Sedangkan untuk mereka yang bekerja di ladang dan perkebunan, Nabi
Muhammad Shallallahu ‘Alaihi Wasallam bersabda,
ما من مسلم يغرس غرسا أو يزرع زرعا فيأكل منه طير
أو إنسان أو بهيمة إلا كان له به صدقة
“Tidaklah seorang muslim
yang menanam satu tanaman atau menyemai satu semaian lalu (buahnya) dimakan
oleh burung atau manusia atau binatang lainnya, maka ia dihitung sebagai
sedekah.” (HR. Bukhari dan Muslim)
Namun sesuai
dengan berkembangnya zaman, tentu jenis-jenis pekerjaan sudah semakin
bervariasi, misalnya saja ketika pasa kekhilafahan islam ada yang bekerja untuk
negara dengan berbagai jenis pekerjaan, misalnya angkatan bersenjata, juru
tulis, bendahara dan lain sebagainya. Secara spesifik misalnya pada masa
Khilafah Abbasiyah, ketika pendirian Baitul Hikmah telah dirampungkan, maka di
dalam perpustakaan terbesar itu ada beberapa ilmuwan yang bekerja sebagai
penerjemah buku-buku asing ke dalam bahasa Arab, khususnya ilmu-ilmu umum,
seperti kimia, biologi dan yang lainnya.
Sehingga pandangan
seorang muslim akan pekerjaan tidak boleh sempit hanya dengan mengacu di zaman
Nabi saja. Karena bekerja itu adalah perkara duniawi, sedangkan dalam kaidah
ushul fikih disebutkan bahwa asal dalam masalah keduniaan/mu’amalah adalah
halal, sampai ada dalil yang melarangnya. Jika kita lihat pada masa kini, jenis
pekerjaan jauh lebih beragam, sebut saja misalnya jasa transportasi online
(baik untuk mengangkut orang atau barang) jasa membuat konten kreatif (sebagai
iklan) dan juga beberapa jenis pekerjaan lainnya. Namun tetap harus menjadi perhatian kita
sebagai umat islam untuk berpedoman kepada koridor syariah, jangan sampai
kemudian kita termakan oleh omongan sebagian orang yang mengatakan bahwa zaman
sekarang mencari rizki yang haram saja sulit, apalagi yang halal. Tentu
perkataan tersebut tidak akan keluar dari lisan orang yang beriman.
Lalu apa saja
tujuan dari diharuskannya bekerja dalam pandangan islam? Dalam hal ini Dr.

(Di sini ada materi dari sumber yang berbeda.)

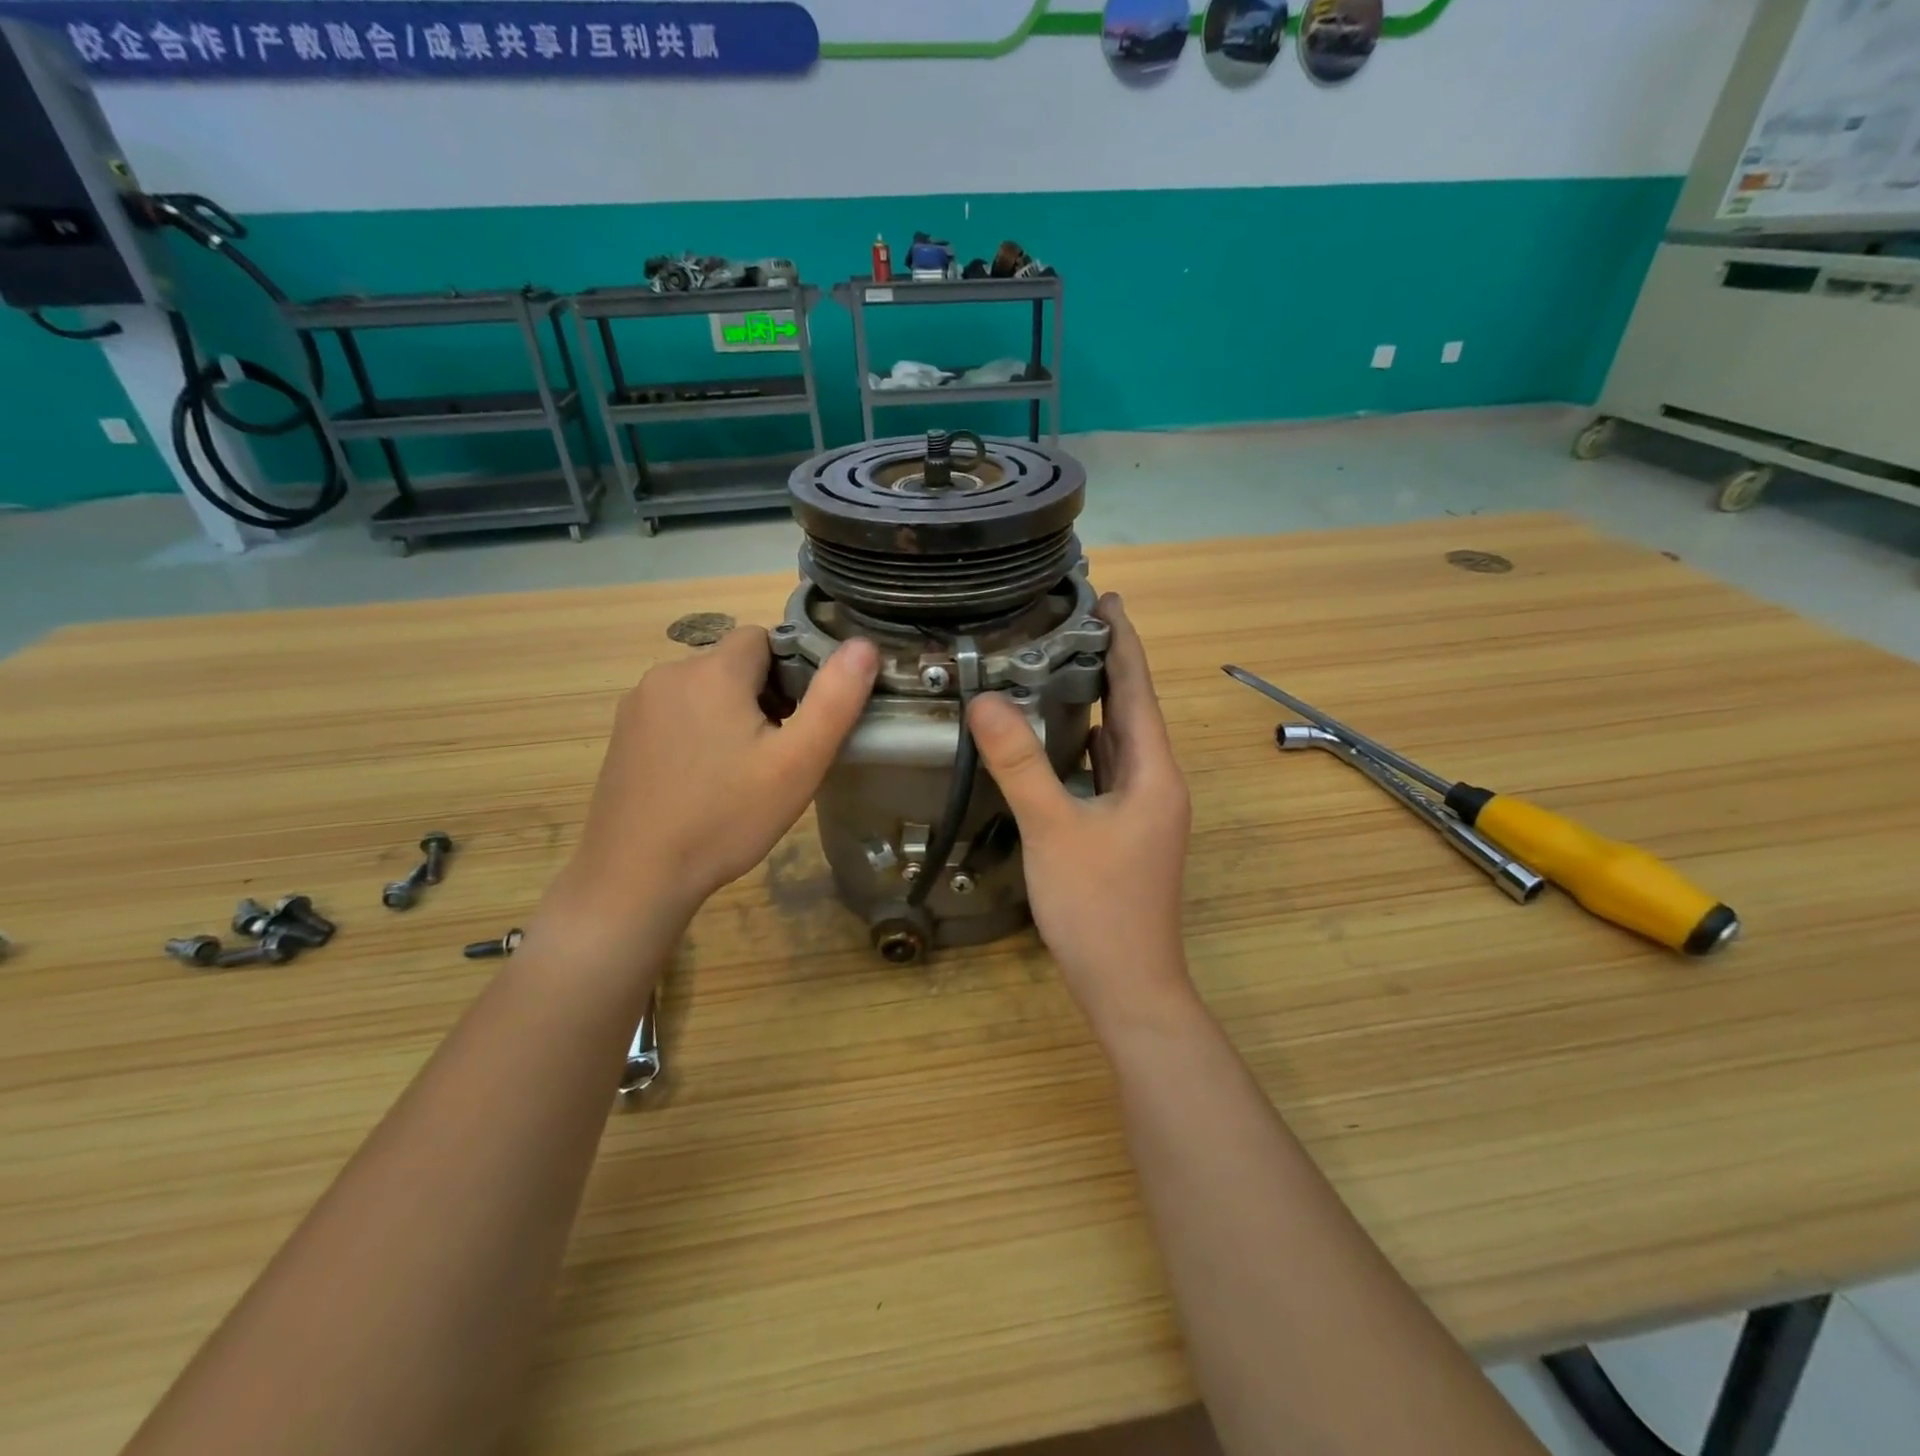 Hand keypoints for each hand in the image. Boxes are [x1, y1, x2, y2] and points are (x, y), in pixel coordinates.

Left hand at [553, 627, 877, 938]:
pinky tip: (701, 780)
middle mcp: (668, 674)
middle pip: (733, 664)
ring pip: (703, 690)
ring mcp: (638, 705)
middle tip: (777, 753)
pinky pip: (674, 714)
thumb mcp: (797, 762)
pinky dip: (695, 732)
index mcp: (712, 671)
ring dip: (728, 713)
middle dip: (762, 695)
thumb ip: (835, 699)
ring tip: (741, 771)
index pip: (763, 638)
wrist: (635, 876)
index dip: (792, 670)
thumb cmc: (726, 817)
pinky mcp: (622, 735)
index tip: (800, 718)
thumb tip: (864, 645)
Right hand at [967, 594, 1193, 1034]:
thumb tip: (985, 700)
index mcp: (1152, 772)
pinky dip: (1084, 747)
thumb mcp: (1053, 828)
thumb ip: (1020, 764)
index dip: (1122, 641)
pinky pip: (1105, 773)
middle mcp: (1155, 783)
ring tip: (1057, 668)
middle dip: (1105, 666)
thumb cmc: (1098, 906)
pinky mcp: (1124, 832)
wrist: (1127, 985)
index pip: (1136, 689)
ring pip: (1118, 743)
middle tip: (1066, 625)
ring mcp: (1142, 811)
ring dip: (1094, 705)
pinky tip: (1058, 740)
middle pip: (1130, 711)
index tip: (1107, 598) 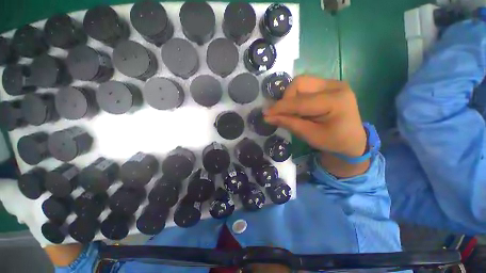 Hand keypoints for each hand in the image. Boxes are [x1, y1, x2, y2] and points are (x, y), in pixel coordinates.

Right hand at [264, 75, 368, 176]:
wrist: (352, 139)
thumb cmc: (333, 141)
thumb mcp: (310, 136)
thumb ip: (289, 123)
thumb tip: (268, 117)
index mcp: (336, 101)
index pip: (300, 101)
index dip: (280, 107)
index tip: (265, 113)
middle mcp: (335, 86)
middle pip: (300, 83)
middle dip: (286, 98)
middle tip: (282, 113)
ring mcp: (332, 83)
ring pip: (301, 82)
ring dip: (290, 97)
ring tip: (290, 111)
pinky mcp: (328, 85)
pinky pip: (305, 85)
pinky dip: (296, 96)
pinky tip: (298, 107) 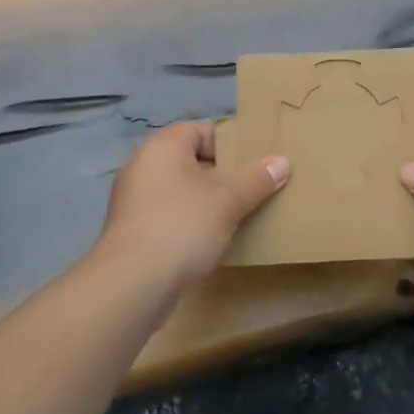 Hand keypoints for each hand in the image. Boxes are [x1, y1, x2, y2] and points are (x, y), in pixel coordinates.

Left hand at [92, 122, 289, 290]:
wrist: (132, 283)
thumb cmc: (182, 226)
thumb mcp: (228, 200)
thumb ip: (256, 178)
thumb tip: (282, 161)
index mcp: (163, 147)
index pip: (199, 131)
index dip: (228, 143)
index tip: (253, 163)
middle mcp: (142, 166)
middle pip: (189, 161)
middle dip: (220, 175)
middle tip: (251, 190)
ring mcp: (132, 201)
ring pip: (178, 191)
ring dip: (204, 202)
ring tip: (235, 217)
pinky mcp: (131, 232)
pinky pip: (167, 217)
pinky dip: (187, 224)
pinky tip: (209, 242) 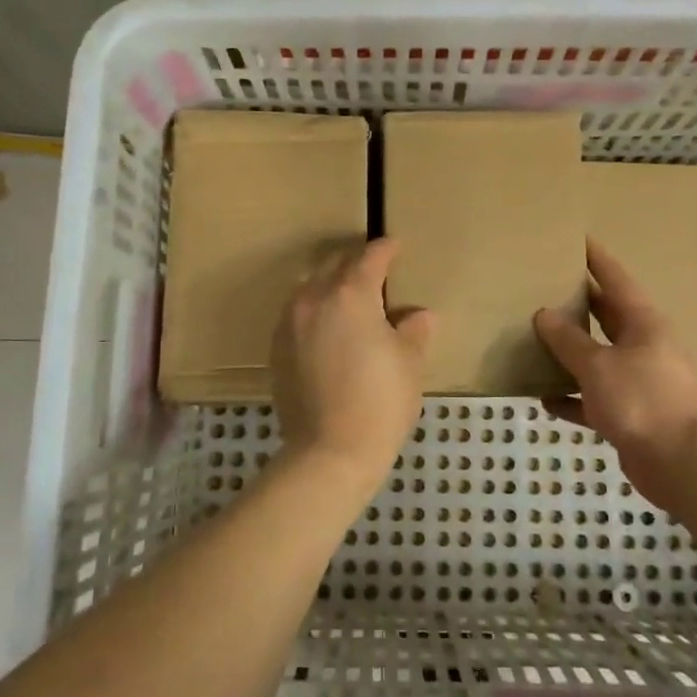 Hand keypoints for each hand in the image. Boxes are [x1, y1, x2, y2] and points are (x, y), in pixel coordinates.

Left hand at [272, 238, 434, 488]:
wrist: (330, 451)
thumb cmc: (380, 402)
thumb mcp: (409, 363)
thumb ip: (414, 331)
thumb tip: (419, 315)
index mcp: (350, 295)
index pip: (369, 259)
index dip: (386, 249)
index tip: (395, 245)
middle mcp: (314, 299)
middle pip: (333, 266)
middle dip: (354, 262)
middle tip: (374, 269)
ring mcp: (289, 324)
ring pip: (309, 288)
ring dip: (329, 284)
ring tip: (348, 297)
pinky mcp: (276, 349)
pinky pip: (296, 315)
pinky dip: (314, 311)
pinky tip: (327, 328)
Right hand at [532, 239, 696, 511]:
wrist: (684, 464)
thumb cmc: (644, 400)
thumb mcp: (599, 365)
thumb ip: (569, 341)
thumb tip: (543, 314)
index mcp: (643, 323)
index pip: (615, 279)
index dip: (596, 259)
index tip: (576, 239)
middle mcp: (643, 346)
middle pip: (606, 316)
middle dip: (578, 303)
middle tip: (543, 287)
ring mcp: (638, 381)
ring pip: (597, 358)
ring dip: (569, 352)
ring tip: (534, 338)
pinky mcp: (630, 415)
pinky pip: (592, 398)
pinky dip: (571, 397)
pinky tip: (543, 397) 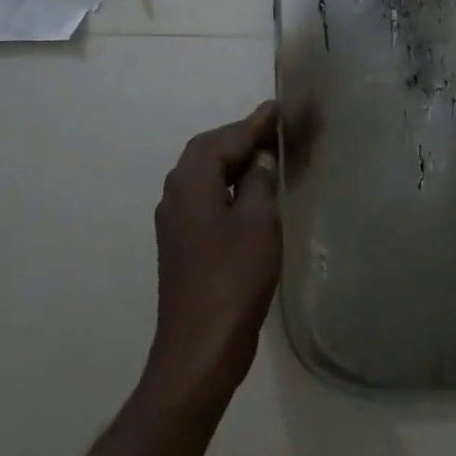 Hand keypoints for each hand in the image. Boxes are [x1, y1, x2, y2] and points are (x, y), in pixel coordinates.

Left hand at [143, 102, 281, 404]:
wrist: (200, 347)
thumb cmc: (234, 278)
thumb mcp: (259, 222)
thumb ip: (260, 182)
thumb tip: (260, 159)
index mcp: (191, 183)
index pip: (223, 139)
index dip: (253, 123)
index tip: (280, 108)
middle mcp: (176, 196)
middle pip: (207, 152)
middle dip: (241, 138)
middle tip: (277, 129)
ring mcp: (176, 223)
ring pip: (205, 176)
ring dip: (234, 161)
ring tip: (269, 155)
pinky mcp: (183, 244)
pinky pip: (206, 198)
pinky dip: (229, 186)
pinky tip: (253, 194) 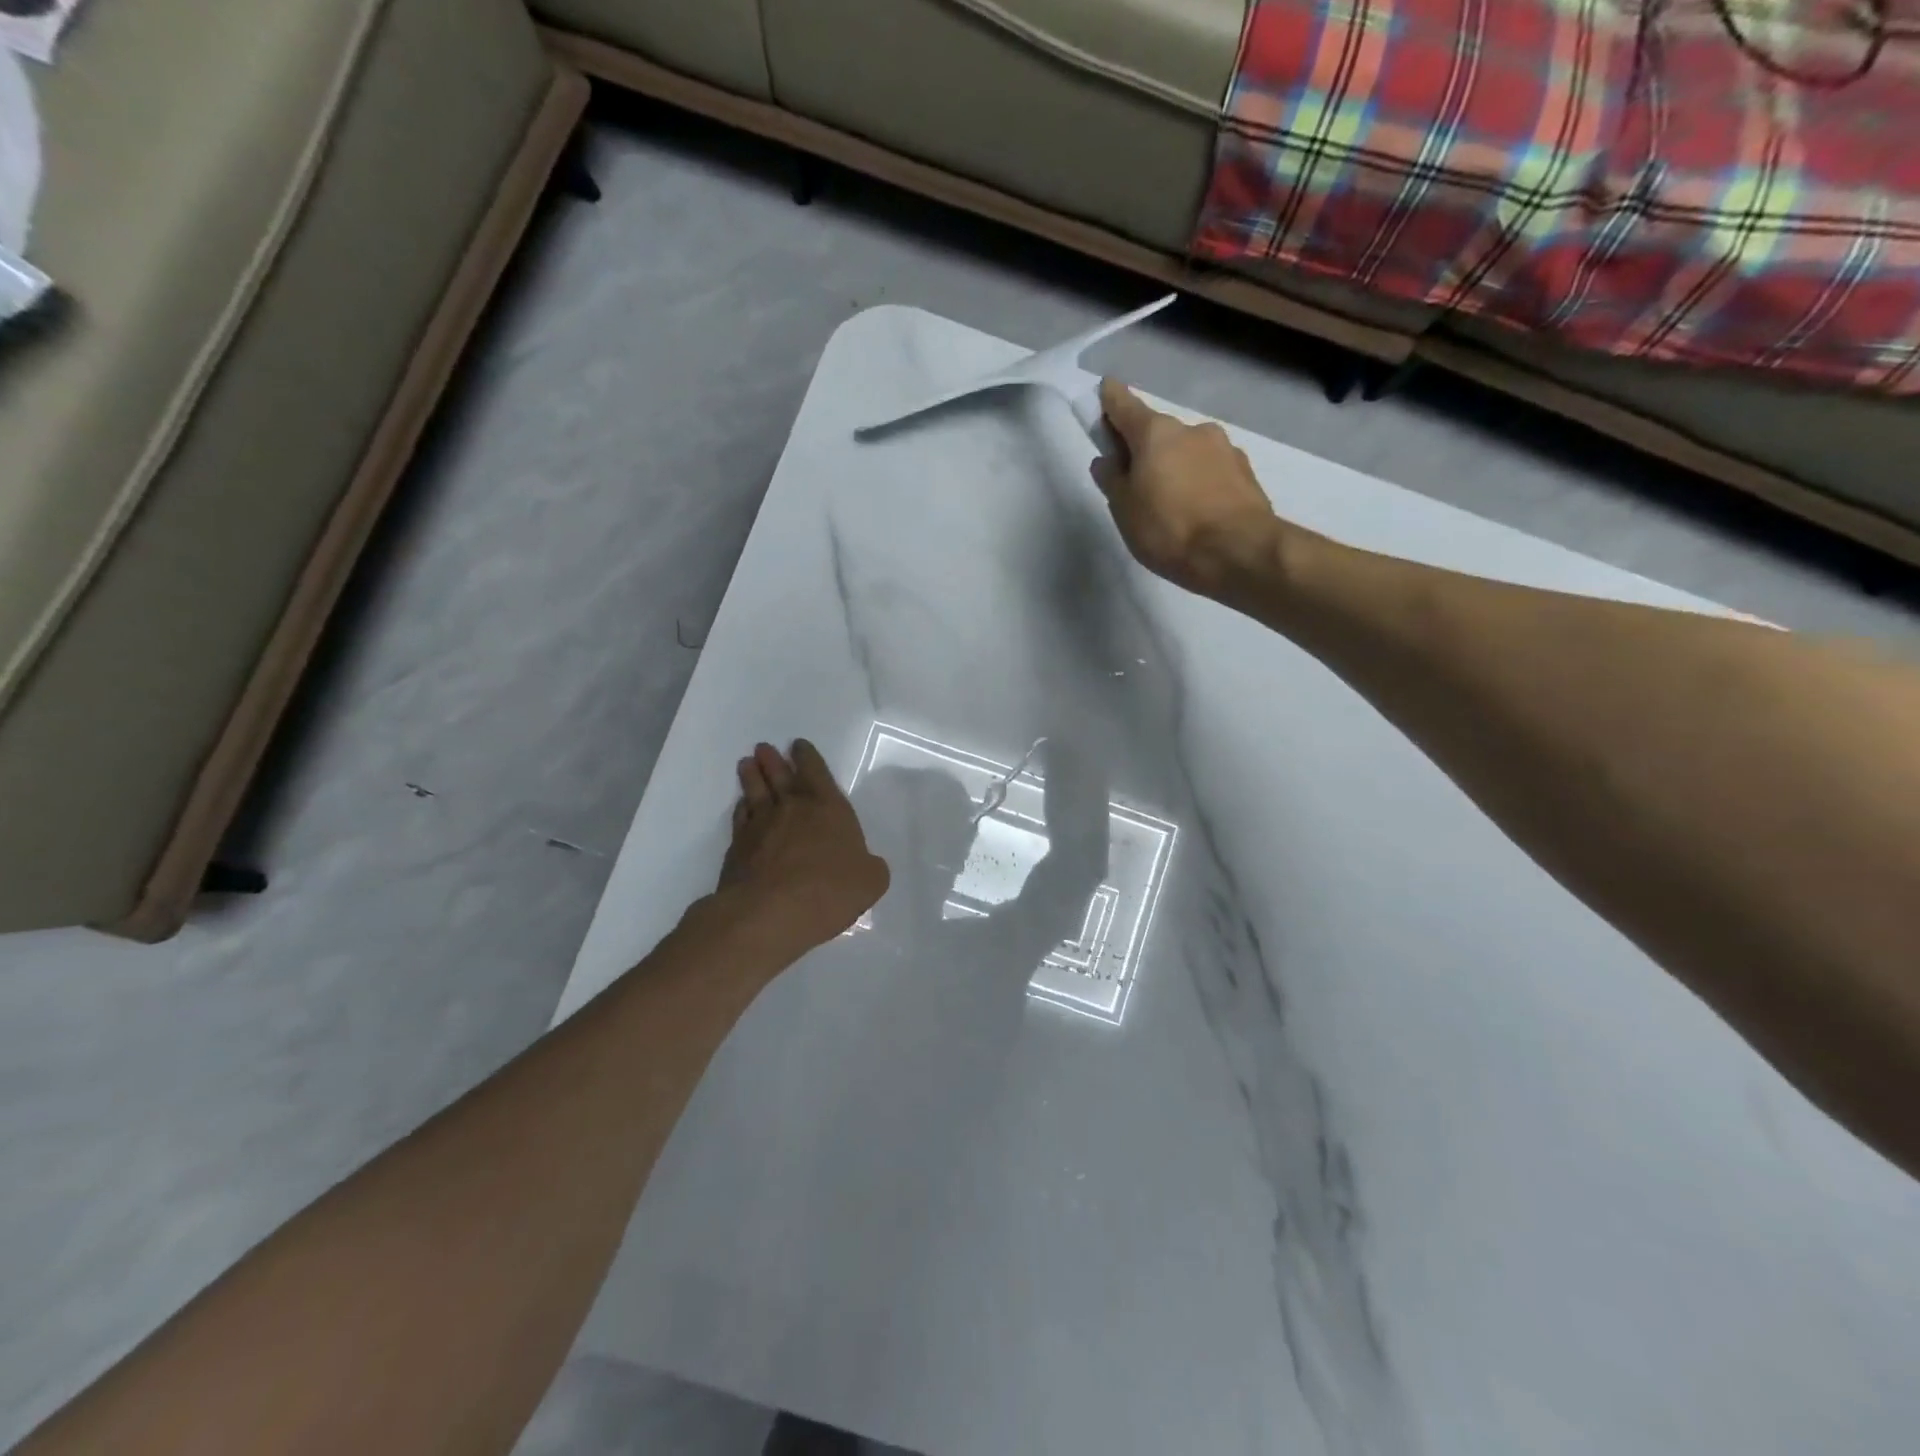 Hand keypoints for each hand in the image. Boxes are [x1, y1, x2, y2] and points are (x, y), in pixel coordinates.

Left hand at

Yusuf Qardhawi dalam kitabnya Daur Al-Qiyam Wal Akhlak Fil Iqtishad Al-Islami
menjelaskan beberapa poin untuk menjawab pertanyaan diatas, diantaranya;
1. Untuk Mencukup Kebutuhan
Hidup
Berdasarkan ajaran
syariat, seorang muslim diminta bekerja untuk mencapai beberapa tujuan. Yang
pertama adalah untuk memenuhi kebutuhan hidupnya dengan cara yang halal,
mencegahnya dari kehinaan meminta-minta, dan menjaga tangannya agar tetap
berada di atas. Islam melarang umatnya untuk mengemis dan meminta-minta serta
berharap belas kasihan. Dalam sebuah hadits yang diriwayatkan oleh Imam
Bukhari, Nabi Shallallahu ‘Alaihi Wasallam bersabda, “Sesungguhnya seseorang
yang berangkat ke gunung, membawa talinya, lalu memikul seikat kayu bakar di
atas punggungnya, lalu dijualnya, yang dengannya Allah menjaaga wajahnya,
adalah jauh lebih baik baginya daripada meminta-minta kepada oran lain, yang bisa
diberi atau ditolak”.
2. Untuk Kemaslahatan Keluarga.
Bekerja diwajibkan demi
terwujudnya keluarga sejahtera. Islam mensyariatkan seluruh manusia untuk
bekerja, baik laki-laki ataupun wanita sesuai dengan profesinya masing-masing.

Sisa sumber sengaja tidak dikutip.